How many regulatory changes have you seen since the introduction of the Financial Services Reform Bill (FSR) in 2000?
What's changed because of it ?
The business of being a financial planner or a risk writer has become harder. Are the Public better off, ...well I seriously doubt it.
Who decided that setting up a RTO,.... could turn out a financial planner in 4 days.
What was wrong with the old FPA system of doing a minimum of 8 DFP subjects monitored through RMIT or Deakin University. That should have been the starting point plus some tertiary qualification /industry experience ?
The expansion of that program with 4 additional subjects should have been the minimum blue print for all who participate in financial planning.
You have a ignorant Prime Minister who thinks the majority of those who work in the industry have 4 days training,.... and that's it.
The politicians and those serving self-interests, think you can alter poor or bad behaviour through legislation.
I've got news for every one, .....until GOD manufactures the perfect "human being", ,.... this will continue.
Just take the rorting by politicians on both sides of the political divide with tax payer funded personal expenses. What's the difference between those who rort Centrelink and those politicians? The politicians think it's their entitlement !!!!
What a joke.... the financial services industry is the most over-regulated industry in Australia.
You call for industry representative groups to be united. How can they be united when they each have a history of capitulation and acquiescence.
They have shown almost no backbone and do not represent their rank and file members. To say otherwise is to believe the absolute garbage and rhetoric coming out of both associations.
The majority of the members of the FPA and the AFA are not truly represented by either organisation.
A weak, left leaning Liberal coalition government is counting on this scenario to continue.
Until the leaders of these organisations learn to stand up to the government, big business, Industry funds/Unions. disunity will continue.

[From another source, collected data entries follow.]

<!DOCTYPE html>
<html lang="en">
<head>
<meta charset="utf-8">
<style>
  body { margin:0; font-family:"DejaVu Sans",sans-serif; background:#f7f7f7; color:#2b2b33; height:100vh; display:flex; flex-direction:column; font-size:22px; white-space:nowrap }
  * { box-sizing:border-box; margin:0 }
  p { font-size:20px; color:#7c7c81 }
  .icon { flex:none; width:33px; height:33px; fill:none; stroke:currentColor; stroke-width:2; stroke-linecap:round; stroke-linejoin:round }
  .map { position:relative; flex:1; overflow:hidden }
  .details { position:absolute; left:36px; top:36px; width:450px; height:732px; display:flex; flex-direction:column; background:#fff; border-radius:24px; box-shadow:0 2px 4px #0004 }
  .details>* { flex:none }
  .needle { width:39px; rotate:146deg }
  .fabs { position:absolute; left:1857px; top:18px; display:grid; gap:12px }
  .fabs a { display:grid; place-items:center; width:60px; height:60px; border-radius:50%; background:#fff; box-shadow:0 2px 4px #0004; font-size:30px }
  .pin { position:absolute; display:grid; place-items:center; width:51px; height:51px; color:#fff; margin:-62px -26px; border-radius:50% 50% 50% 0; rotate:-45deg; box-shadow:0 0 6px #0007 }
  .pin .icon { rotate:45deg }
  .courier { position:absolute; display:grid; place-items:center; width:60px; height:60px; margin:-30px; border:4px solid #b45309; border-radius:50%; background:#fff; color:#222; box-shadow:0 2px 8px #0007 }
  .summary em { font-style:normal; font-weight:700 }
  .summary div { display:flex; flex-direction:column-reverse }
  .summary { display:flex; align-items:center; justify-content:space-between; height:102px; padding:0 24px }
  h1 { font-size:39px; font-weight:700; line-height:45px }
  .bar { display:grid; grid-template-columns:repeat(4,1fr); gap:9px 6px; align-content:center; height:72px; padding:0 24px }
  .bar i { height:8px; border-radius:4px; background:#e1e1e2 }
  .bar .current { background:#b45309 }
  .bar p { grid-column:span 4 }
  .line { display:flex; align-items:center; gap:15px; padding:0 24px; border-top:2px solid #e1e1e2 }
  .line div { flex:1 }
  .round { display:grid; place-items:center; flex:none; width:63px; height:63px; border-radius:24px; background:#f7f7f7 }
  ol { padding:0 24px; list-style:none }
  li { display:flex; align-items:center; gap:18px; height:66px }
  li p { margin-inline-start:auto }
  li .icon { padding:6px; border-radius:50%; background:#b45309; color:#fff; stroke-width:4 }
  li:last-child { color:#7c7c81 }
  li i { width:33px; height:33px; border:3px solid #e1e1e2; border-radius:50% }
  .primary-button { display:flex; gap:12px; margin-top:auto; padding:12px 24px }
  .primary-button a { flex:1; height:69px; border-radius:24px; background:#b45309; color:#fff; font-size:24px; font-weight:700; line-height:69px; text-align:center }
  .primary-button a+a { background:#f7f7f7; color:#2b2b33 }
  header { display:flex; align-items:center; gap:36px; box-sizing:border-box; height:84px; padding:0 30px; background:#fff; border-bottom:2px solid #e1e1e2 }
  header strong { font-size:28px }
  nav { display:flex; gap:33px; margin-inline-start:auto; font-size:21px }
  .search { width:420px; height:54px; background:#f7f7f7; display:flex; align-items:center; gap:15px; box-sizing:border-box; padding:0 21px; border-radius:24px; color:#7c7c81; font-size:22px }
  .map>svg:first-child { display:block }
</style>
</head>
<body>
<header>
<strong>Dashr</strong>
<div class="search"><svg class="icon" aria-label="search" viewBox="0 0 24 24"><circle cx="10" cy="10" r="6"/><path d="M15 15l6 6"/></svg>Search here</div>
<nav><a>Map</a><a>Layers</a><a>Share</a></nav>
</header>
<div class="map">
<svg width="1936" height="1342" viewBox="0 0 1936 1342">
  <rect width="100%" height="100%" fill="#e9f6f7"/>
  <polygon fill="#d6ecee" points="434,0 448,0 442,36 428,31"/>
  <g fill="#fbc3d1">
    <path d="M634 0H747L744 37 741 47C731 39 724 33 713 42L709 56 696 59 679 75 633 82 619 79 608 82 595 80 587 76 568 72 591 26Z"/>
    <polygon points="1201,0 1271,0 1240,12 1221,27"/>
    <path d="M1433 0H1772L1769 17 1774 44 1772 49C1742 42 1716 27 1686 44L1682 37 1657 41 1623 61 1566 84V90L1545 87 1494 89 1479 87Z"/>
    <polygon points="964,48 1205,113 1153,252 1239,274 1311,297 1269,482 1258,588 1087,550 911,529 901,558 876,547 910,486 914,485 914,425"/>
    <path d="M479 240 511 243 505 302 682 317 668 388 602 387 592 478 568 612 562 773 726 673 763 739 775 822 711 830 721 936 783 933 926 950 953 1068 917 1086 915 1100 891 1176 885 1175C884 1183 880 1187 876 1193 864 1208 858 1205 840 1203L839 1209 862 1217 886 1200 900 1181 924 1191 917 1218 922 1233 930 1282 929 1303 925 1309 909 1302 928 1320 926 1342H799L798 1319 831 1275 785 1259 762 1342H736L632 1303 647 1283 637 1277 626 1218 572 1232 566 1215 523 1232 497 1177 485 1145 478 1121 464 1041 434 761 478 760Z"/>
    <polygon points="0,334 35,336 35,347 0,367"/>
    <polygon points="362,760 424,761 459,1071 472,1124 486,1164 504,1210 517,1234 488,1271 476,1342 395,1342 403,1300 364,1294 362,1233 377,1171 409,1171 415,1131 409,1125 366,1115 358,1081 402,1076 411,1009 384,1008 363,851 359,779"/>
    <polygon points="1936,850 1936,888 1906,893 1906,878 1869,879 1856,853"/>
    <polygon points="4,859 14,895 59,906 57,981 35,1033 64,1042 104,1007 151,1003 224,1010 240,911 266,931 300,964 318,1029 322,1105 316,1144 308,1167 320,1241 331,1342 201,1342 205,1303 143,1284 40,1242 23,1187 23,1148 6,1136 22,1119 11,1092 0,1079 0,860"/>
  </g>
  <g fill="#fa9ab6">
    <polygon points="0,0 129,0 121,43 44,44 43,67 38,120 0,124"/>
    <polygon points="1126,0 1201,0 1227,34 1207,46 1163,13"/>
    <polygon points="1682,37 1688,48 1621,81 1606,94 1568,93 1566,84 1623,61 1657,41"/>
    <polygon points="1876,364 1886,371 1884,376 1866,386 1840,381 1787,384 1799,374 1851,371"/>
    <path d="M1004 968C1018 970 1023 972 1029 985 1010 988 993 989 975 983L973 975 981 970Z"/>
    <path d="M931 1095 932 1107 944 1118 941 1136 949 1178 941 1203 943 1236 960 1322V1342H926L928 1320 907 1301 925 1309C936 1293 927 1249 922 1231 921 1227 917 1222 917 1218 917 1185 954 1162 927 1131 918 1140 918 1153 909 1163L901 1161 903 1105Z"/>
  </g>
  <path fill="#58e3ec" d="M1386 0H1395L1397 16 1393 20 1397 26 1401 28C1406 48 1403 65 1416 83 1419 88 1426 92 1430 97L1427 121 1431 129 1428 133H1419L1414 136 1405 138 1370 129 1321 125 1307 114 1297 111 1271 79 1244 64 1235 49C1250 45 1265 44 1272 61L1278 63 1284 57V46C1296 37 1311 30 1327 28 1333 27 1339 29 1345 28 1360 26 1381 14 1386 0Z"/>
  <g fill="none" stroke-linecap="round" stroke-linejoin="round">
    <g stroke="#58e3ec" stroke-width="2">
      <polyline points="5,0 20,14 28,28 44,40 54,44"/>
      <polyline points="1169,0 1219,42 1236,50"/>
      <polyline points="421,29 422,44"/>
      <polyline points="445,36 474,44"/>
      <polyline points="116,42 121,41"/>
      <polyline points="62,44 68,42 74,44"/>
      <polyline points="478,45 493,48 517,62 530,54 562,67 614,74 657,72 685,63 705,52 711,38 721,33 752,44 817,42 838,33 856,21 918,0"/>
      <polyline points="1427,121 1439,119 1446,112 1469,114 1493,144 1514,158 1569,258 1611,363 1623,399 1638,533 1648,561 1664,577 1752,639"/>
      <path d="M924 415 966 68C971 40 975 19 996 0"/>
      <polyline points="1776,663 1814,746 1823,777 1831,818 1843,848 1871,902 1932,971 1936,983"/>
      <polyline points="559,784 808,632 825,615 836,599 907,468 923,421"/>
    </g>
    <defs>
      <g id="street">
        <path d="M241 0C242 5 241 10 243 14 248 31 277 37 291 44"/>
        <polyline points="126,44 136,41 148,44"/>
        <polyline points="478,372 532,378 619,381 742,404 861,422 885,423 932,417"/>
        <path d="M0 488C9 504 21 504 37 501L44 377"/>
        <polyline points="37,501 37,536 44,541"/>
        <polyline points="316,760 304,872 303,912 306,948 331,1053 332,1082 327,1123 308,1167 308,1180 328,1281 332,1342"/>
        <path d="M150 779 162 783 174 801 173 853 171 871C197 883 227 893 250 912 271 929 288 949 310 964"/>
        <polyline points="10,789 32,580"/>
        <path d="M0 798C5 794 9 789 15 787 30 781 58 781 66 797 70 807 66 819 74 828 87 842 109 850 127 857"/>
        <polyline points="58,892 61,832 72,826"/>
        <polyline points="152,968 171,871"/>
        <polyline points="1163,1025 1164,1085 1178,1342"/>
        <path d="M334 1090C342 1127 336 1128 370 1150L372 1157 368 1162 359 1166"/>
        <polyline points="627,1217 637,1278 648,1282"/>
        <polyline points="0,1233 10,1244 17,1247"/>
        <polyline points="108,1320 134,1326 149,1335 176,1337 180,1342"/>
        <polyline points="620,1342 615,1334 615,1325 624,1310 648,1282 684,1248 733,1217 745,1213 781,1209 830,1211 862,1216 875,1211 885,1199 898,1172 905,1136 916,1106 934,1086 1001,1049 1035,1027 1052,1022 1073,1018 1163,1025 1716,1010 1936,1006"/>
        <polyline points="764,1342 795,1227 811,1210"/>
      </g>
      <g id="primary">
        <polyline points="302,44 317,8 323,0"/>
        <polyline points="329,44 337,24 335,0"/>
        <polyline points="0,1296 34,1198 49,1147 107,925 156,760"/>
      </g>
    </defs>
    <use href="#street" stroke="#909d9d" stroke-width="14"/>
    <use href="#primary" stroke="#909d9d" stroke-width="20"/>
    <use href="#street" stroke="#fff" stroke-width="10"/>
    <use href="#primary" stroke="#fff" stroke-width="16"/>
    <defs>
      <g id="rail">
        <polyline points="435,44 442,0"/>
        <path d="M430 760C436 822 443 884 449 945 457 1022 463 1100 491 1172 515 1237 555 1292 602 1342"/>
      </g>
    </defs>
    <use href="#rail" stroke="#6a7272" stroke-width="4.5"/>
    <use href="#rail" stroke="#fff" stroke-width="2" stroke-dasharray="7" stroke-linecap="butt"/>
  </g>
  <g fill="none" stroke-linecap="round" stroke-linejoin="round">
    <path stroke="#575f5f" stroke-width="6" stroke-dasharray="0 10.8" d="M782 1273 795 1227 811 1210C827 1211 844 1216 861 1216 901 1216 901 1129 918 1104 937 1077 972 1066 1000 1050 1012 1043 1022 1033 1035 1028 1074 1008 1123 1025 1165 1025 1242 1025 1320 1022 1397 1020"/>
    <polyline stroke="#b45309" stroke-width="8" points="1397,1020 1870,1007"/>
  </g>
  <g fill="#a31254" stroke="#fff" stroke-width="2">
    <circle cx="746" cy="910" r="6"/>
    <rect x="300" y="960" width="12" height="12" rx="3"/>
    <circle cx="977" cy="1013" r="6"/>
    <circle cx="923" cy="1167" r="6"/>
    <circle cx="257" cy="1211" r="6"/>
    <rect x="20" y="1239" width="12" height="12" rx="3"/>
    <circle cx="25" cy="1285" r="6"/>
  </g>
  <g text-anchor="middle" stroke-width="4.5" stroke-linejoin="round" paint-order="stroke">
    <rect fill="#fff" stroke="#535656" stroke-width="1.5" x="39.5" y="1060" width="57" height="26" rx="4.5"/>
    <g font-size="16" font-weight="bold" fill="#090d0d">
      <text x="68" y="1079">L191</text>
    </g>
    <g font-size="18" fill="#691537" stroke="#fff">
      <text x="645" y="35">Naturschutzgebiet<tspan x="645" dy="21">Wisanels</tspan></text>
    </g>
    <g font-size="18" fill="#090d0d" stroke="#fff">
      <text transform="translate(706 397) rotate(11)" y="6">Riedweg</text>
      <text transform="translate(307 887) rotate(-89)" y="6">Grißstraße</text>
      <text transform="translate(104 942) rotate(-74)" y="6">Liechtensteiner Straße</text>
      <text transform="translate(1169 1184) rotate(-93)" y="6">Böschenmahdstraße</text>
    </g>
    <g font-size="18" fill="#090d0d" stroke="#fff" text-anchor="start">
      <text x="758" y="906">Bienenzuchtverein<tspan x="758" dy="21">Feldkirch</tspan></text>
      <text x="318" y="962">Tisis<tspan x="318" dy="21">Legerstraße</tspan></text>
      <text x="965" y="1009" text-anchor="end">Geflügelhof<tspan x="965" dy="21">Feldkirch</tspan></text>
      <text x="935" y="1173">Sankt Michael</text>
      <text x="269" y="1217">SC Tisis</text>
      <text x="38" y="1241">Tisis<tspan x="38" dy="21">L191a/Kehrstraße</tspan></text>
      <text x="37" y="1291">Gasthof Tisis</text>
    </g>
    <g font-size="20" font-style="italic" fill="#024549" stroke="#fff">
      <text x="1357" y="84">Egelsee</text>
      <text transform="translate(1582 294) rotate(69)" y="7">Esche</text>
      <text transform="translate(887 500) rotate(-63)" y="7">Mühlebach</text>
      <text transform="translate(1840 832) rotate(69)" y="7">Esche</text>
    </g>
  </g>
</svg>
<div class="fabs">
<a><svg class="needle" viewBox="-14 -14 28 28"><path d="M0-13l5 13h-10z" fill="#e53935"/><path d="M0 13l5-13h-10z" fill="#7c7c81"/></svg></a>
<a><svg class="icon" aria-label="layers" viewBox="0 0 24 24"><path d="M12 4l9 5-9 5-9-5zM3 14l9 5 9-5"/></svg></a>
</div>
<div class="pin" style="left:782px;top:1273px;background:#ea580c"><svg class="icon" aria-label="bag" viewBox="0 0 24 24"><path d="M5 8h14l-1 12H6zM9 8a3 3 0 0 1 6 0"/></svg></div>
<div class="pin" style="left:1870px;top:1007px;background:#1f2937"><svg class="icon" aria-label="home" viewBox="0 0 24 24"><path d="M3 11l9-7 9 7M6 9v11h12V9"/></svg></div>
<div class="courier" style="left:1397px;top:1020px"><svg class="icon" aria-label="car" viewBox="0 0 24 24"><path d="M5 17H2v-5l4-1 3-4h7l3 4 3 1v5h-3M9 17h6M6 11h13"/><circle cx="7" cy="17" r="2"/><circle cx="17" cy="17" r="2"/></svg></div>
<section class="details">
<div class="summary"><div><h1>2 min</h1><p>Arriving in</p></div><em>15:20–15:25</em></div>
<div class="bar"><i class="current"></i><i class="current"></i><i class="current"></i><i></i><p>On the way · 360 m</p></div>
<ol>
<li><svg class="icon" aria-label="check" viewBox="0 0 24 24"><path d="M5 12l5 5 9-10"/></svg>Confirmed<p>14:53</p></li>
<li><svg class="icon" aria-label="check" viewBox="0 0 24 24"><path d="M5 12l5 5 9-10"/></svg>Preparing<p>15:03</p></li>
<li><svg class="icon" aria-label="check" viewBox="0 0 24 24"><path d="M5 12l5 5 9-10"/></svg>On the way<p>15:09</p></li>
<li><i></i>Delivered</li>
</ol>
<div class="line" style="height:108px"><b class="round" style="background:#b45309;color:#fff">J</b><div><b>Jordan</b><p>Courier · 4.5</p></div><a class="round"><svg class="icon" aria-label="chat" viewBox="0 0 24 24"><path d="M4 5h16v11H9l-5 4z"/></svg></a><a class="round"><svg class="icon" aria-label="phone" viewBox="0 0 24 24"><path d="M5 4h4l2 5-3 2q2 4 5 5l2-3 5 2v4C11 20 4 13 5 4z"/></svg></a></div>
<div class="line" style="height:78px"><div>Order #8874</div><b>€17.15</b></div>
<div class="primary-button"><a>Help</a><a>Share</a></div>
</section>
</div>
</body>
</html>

Always astounded me that this industry would let people with a basic incomplete diploma manage people's millions, and with no finance experience hang out a shingle on the street. Even while the new education standards were being heralded I noticed my ex-dealer group advertising online for new advisers with DFP 1-4 to flog their new managed investment solution.

It really needs a total overhaul. Advisers with experience and high qualifications need to be recognized and be armed with tools to give advice efficiently, not burdened with more and more threats and compliance. They will leave. The bad ones will stay clinging on to this industry for as long as they can get away with it.....

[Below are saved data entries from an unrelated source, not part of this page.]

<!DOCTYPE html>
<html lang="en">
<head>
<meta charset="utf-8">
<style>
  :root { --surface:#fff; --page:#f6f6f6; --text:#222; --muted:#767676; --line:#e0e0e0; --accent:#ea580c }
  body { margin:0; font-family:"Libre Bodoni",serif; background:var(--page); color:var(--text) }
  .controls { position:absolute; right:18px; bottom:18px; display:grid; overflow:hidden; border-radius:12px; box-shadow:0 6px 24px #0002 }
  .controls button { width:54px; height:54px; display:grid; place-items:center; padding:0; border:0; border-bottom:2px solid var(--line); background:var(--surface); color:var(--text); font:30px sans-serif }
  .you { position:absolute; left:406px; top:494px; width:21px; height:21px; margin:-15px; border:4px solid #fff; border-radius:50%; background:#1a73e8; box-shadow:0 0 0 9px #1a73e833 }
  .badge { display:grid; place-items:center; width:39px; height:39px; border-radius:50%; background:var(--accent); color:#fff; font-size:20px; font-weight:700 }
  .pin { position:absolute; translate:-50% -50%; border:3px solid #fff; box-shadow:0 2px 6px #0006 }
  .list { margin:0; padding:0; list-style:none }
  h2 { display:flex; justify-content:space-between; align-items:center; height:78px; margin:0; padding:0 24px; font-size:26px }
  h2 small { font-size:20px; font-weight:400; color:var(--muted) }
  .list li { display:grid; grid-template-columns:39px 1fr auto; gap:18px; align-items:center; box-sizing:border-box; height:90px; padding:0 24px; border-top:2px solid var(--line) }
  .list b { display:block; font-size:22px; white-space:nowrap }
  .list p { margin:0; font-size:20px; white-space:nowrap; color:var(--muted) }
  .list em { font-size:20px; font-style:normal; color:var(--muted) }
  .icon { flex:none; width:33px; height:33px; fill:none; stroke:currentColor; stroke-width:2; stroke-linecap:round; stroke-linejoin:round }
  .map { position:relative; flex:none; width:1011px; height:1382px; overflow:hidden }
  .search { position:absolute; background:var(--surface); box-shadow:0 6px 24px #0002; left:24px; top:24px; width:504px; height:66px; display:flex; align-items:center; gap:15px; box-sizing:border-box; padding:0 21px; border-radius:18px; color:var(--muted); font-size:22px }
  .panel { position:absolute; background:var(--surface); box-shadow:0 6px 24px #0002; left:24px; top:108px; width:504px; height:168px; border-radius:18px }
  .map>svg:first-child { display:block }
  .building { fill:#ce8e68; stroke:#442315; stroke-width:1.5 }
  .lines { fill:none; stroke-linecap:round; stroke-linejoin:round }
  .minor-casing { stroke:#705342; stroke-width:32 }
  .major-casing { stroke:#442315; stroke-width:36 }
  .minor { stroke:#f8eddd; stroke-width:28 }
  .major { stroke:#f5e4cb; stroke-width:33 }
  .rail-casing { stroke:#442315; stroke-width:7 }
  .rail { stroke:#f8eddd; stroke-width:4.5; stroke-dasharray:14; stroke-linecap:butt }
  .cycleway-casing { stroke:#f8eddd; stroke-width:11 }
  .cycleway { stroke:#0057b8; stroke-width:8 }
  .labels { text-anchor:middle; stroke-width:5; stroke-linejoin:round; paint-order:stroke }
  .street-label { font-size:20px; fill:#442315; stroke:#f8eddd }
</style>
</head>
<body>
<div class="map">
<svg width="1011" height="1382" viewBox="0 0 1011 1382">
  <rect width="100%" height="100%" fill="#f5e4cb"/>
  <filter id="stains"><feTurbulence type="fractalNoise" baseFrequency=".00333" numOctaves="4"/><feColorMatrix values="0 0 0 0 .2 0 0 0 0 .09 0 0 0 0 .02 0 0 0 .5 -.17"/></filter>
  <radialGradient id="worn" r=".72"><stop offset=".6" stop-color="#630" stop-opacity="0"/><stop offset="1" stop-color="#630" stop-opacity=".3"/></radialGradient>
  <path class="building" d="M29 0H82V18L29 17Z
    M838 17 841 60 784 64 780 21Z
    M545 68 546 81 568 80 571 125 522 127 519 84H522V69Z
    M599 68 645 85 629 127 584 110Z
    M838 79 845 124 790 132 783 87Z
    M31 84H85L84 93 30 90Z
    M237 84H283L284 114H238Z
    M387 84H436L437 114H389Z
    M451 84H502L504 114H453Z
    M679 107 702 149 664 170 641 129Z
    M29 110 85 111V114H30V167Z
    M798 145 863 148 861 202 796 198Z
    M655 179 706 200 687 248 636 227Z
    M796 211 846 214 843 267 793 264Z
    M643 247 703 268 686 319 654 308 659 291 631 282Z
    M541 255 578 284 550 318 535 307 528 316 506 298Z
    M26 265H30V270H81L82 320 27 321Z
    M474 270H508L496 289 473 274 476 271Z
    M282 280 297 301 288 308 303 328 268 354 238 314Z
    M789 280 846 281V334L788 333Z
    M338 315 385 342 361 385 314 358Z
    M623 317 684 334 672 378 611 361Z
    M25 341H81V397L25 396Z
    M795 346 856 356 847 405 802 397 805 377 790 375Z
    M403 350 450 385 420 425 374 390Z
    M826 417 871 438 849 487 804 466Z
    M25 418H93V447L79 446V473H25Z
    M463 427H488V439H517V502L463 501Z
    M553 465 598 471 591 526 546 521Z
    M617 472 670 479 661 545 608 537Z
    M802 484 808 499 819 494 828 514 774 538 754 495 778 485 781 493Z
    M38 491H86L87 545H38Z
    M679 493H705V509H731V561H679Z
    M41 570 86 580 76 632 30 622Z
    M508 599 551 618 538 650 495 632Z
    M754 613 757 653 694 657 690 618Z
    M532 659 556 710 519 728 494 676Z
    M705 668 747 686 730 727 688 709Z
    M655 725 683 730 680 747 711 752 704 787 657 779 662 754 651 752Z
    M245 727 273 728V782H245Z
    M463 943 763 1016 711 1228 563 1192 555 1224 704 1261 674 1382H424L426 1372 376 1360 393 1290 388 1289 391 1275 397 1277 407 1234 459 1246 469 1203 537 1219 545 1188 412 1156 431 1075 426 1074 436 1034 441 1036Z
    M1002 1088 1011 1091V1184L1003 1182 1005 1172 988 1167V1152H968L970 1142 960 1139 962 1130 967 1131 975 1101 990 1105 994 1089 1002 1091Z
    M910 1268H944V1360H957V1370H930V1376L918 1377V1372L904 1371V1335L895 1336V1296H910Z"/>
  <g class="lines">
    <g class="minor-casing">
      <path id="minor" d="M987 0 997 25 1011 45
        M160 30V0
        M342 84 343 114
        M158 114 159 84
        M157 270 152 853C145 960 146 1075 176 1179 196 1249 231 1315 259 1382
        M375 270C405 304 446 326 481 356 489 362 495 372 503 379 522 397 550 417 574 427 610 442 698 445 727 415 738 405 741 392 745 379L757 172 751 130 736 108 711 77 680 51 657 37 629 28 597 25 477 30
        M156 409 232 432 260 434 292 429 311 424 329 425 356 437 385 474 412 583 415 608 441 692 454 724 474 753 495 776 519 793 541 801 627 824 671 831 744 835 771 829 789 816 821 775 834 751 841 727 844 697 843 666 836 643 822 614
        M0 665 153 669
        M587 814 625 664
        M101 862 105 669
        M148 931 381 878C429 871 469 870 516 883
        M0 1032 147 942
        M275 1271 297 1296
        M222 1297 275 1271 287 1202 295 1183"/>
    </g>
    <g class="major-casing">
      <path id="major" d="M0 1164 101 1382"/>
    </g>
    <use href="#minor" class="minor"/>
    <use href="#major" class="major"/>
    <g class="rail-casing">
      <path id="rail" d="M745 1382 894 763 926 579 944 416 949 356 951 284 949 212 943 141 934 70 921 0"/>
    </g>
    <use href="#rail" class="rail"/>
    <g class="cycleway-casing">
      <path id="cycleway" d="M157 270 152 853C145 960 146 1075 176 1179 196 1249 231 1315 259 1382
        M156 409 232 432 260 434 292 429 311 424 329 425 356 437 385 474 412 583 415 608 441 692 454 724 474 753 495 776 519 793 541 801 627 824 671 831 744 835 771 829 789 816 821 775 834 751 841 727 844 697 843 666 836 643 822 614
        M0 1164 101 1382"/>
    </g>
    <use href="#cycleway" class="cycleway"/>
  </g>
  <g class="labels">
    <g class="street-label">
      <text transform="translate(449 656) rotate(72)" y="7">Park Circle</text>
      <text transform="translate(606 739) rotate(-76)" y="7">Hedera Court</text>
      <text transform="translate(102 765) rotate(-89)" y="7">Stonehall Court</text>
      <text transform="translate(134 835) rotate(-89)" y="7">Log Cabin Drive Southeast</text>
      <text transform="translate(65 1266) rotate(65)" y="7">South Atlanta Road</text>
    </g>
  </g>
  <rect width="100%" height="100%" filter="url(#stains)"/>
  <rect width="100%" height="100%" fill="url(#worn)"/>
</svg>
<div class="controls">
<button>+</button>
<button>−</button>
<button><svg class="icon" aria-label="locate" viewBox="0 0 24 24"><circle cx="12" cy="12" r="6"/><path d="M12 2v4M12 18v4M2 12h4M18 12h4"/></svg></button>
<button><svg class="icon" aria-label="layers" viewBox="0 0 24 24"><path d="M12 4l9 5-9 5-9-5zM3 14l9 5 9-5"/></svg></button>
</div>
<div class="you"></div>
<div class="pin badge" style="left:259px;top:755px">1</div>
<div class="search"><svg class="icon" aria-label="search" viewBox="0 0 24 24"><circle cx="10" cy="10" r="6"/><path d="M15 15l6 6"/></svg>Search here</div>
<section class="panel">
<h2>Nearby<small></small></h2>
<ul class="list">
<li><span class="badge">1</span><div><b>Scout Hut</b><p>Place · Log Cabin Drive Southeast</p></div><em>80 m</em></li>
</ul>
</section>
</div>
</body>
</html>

only yesterday I met a small client, young married couple, less than 130K in super which was with 2 seperate industry funds both performing fine, one employer matching contributions, good insurance cover, via their employers, doing perfectly fine. An adviser had got hold of them, recommended they part roll out to a rival retail fund managed by him, and insurances tacked on. He charges 1%, hasn't seen them since he set it up 2 years ago. They both have 2.8M in life cover outside of their industry fund - no debt, no kids. He did contact them last month, not to review anything, but because he now wanted to recommend they roll to an SMSF as a new and better option - 5K cost for advice.
I sat back after that meeting and thought to myself:
1. I've been doing this for 30 years
2. I actually think the standard of advice may have gotten worse - because there are more products and options to fool people with ( in the old days it was a savings plan or super, insurance bonds, shares), and because the educational requirements ( as pointed out by Alleycat) have actually gotten easier!!
3. I see more confusion than ever amongst associations and interest groups, and a weak political set up exacerbating it all
In the 1990's I thought it would take maybe 10 years to change things. I was wrong. I now don't expect to see it change to any great degree in my advice life, which by the time I anticipate retiring, will be about 40 years. But I'm glass half full and will continue doing what I do.

Wow, really, an industry fund with good insurance cover???? That hasn't been my experience at all, love to know the name of it please Phil, and where you got the risk research

Well I call it an industry fund, its an employer fund and its not part of the Industry Super network. That said, the research I did was read the PDS and formed a view. And for 25-30 year olds with no health issues, who require predominately Life cover, the premiums were competitive. I

So the guys making these decisions on our minimum required education levels and experience, the pollies I mean, what is their minimum level of education and experience before they are allowed into their job of deciding everyone's fate and the future of our industry?

How ludicrous is our political system where it is basically a popularity contest based on who will tell the biggest lies to get elected.

Seriously have a look at the standard 'education' level of the senators, house of reps, and any of the federal (or state) politicians.